Action item :: In the entries below, find every line with the string "edges" and copy it.

Entries shown ::
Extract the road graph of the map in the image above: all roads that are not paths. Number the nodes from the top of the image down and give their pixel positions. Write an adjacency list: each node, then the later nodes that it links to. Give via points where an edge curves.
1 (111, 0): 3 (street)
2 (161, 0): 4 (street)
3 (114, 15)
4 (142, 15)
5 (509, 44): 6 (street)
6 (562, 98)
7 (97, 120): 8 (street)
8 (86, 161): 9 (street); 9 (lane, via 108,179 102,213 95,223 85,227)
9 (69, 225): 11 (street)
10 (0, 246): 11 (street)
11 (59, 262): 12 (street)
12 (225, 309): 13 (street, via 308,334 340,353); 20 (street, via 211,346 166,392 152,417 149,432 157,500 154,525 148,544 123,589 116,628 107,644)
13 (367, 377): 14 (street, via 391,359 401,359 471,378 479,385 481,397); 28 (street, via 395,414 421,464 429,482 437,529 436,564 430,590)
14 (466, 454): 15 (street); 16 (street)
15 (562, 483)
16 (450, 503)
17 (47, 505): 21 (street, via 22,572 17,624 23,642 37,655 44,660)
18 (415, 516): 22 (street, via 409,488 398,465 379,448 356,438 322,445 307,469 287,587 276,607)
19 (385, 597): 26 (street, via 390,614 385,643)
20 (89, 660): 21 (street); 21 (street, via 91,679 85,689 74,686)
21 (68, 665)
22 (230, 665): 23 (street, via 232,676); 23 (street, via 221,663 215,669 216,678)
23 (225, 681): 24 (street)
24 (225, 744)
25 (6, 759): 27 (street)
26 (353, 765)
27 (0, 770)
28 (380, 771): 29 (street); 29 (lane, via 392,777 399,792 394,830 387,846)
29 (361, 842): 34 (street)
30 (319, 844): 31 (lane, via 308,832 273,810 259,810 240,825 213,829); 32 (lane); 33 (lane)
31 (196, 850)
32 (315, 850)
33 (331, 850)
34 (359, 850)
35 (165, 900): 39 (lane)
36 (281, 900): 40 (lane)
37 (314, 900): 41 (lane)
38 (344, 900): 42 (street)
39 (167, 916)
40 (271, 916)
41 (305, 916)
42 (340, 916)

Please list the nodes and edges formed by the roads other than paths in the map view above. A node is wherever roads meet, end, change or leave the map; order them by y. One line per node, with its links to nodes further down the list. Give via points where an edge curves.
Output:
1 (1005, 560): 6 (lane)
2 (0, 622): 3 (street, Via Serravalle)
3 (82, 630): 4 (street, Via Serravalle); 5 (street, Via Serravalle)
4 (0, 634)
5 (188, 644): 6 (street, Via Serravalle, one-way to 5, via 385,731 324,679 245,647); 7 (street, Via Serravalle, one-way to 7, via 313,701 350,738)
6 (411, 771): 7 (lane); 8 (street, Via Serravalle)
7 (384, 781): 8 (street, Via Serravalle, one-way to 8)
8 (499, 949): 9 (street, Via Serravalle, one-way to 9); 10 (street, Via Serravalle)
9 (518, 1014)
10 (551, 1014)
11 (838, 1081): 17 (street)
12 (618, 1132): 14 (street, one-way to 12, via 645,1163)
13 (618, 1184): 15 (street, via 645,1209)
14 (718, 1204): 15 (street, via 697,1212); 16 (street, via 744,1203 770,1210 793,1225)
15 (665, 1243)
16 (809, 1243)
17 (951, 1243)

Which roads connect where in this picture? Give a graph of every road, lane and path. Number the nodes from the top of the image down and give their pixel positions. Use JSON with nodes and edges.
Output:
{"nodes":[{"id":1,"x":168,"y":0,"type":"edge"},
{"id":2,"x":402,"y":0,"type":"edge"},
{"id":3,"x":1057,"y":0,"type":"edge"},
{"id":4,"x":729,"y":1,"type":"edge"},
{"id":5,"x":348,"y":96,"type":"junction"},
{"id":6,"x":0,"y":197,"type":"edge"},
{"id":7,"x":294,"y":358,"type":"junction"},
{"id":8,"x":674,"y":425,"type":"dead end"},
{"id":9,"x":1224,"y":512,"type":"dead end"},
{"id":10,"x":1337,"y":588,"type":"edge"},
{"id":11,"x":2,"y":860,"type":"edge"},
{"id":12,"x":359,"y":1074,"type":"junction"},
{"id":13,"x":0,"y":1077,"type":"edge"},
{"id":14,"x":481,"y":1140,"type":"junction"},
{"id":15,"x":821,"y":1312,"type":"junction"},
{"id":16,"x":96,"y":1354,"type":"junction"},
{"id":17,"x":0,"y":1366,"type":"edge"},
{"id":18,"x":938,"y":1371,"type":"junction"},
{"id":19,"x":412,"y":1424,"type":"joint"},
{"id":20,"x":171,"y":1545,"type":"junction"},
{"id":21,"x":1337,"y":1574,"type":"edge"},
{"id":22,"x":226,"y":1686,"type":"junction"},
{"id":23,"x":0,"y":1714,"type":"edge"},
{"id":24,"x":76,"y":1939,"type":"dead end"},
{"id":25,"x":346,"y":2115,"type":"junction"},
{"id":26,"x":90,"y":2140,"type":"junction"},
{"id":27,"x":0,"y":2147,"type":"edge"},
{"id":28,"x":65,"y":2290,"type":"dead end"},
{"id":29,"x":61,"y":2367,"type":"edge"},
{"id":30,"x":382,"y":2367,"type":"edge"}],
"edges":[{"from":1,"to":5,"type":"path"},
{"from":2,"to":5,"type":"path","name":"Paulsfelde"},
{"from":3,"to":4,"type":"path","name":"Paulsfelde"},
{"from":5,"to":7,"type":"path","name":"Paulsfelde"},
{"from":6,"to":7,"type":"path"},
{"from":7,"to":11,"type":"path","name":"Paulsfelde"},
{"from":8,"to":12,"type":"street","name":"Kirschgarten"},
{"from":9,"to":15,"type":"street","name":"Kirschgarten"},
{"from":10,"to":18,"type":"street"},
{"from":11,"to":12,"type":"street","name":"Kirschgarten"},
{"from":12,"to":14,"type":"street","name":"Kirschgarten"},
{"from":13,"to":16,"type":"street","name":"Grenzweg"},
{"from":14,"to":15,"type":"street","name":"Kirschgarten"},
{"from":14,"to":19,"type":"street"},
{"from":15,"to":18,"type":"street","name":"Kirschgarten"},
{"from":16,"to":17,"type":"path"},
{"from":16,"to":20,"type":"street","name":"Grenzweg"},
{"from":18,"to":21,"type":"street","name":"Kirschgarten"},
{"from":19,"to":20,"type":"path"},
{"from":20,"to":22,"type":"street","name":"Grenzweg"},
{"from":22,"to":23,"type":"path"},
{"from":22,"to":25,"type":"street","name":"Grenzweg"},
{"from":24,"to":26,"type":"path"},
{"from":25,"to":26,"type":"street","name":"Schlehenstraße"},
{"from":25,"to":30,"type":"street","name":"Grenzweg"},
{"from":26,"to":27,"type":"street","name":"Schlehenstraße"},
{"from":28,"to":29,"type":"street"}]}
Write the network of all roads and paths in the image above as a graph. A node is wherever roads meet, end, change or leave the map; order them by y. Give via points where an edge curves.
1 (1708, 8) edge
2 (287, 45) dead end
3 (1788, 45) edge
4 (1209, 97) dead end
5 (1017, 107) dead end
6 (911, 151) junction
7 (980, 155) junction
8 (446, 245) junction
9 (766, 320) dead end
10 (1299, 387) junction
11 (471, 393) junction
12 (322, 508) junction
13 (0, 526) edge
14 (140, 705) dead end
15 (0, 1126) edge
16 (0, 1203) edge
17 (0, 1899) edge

Response below ::
Please list the nodes and edges formed by the roads other than paths in the map view above. A node is wherever roads meet, end, change or leave the map; order them by y. One line per node, with its links to nodes further down the list. Give via points where an edge curves.
Which roads connect where in this picture? Give a graph of every road, lane and path. Number the nodes from the top of the image down and give their pixel positions. Use JSON with nodes and edges.
"edges":[{"from":1,"to":5,"type":"path"},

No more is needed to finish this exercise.